Rede von Bundespräsident Dr. Frank-Walter Steinmeier
zur Verleihung des Großen Verdienstkreuzes an Peter Maurer
am 7. Februar 2023 in Genf:

„Theorien sind wichtig für die Geschichtsschreibung, aber ich lehne alle einseitigen
Theorien ab.“ Sie, lieber Peter Maurer, Sie haben sicher sofort erkannt, von wem die­
ser Satz stammt.
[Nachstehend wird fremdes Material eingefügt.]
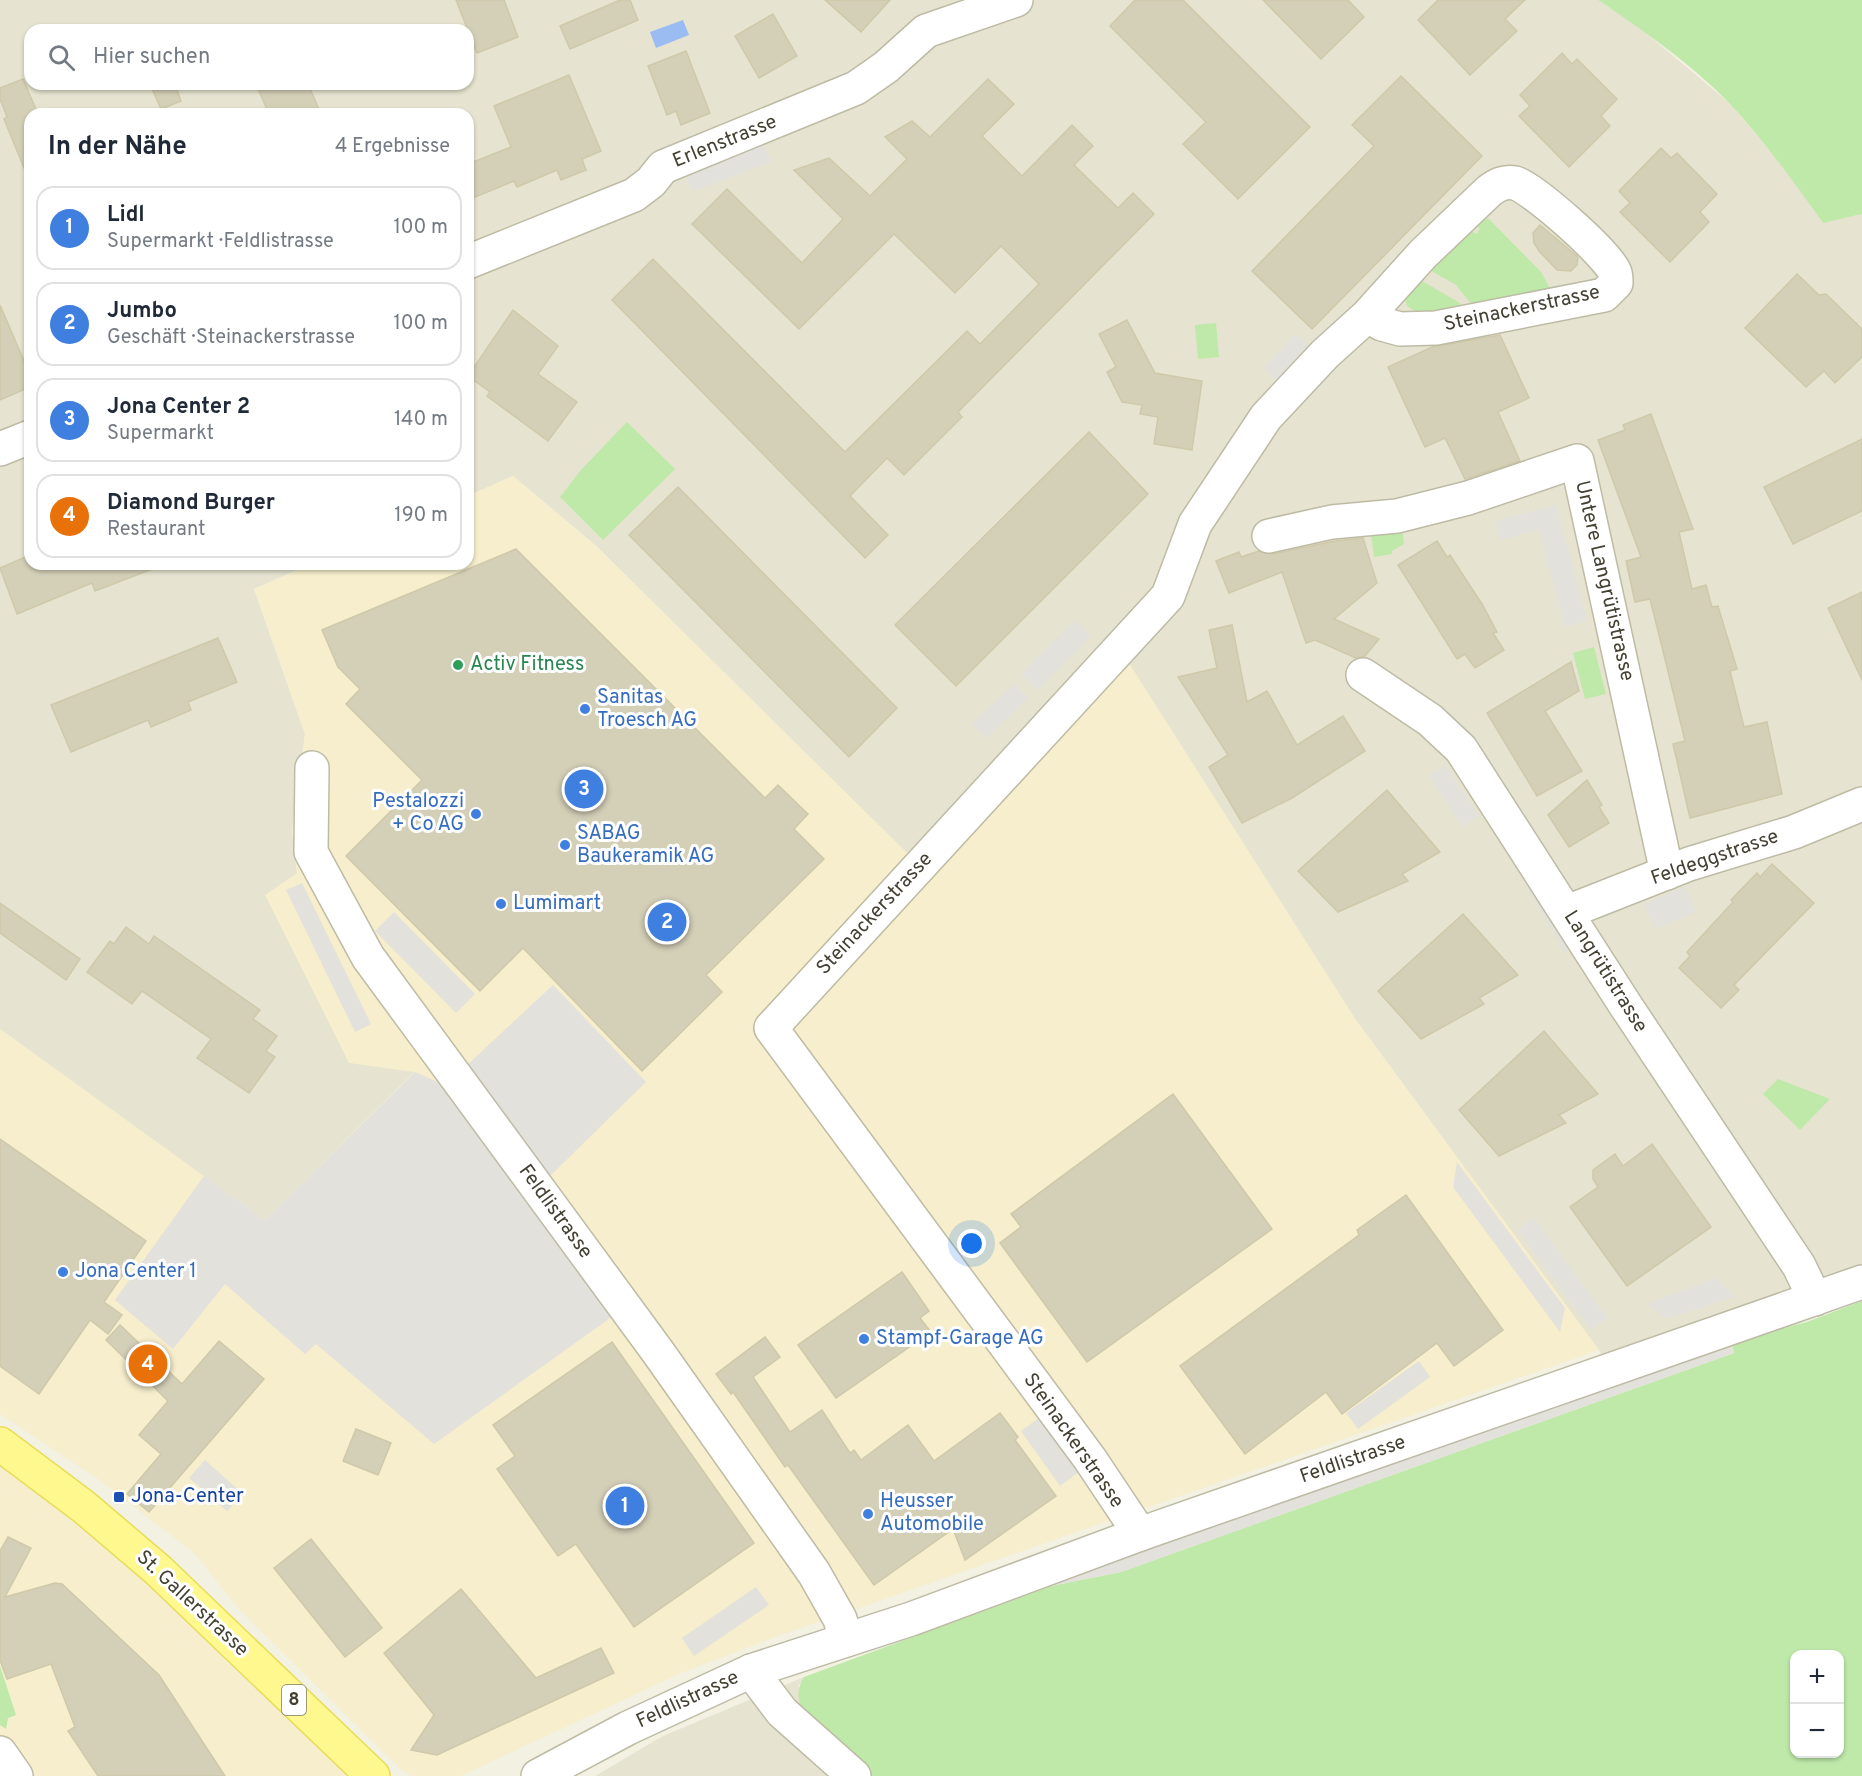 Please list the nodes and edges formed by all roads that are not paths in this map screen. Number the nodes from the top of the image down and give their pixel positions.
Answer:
1 (1009, 2) edge
2 (474, 260) edge
3 (1367, 316) junction
4 (24, 439) edge
5 (0, 449) edge
6 (1269, 536) dead end
7 (1363, 675) dead end
8 (312, 768) dead end
9 (1862, 804) edge
10 (1667, 873) junction
11 (1567, 912) junction
12 (1862, 1282) edge
13 (1815, 1299) junction
14 (0, 1444) edge
15 (1140, 1534) junction
16 (846, 1640) junction
17 (751, 1671) junction
18 (0, 1753) edge
19 (16, 1776) edge
20 (373, 1776) edge
21 (538, 1776) edge
22 (854, 1776) edge

1 - 2 street, Erlenstrasse
3 - 3 street, Steinackerstrasse
3 - 15 street, Steinackerstrasse
4 - 5 street
6 - 10 street, Untere Langrütistrasse
7 - 11 street, Langrütistrasse
8 - 16 street, Feldlistrasse
9 - 10 street, Feldeggstrasse
10 - 11 street, Feldeggstrasse
11 - 13 street, Langrütistrasse
12 - 13 street, Feldlistrasse
13 - 15 street, Feldlistrasse
14 - 20 main road, St. Gallerstrasse / 8
15 - 16 street, Feldlistrasse
16 - 17 street, Feldlistrasse
17 - 21 street, Feldlistrasse
17 - 22 street
18 - 19 street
Von Walther Hofer, dem großen, streitbaren Schweizer Historiker,
dem Sie sich verbunden fühlen, nicht nur weil Sie bei ihm studiert haben, sondern weil
er Ihnen ein tiefes Verständnis für historische Prozesse mitgegeben hat. Alles Einsei­
tige abzulehnen, das war die ideale Vorbereitung für einen, der später in den diploma­
tischen Dienst der Schweiz gehen sollte. Und es war auch die ideale Vorbereitung für
das Amt, das Sie in den letzten zehn Jahren innehatten. Es gehört zur DNA des Inter­
nationalen Komitees vom Roten Kreuz (IKRK), eben nicht einseitig zu sein, nicht ein­
seitig Partei für eine Seite in Konflikten und Kriegen zu ergreifen, sondern fest an der
Seite der Menschen zu stehen, die Opfer von Kriegen und Bürgerkriegen sind.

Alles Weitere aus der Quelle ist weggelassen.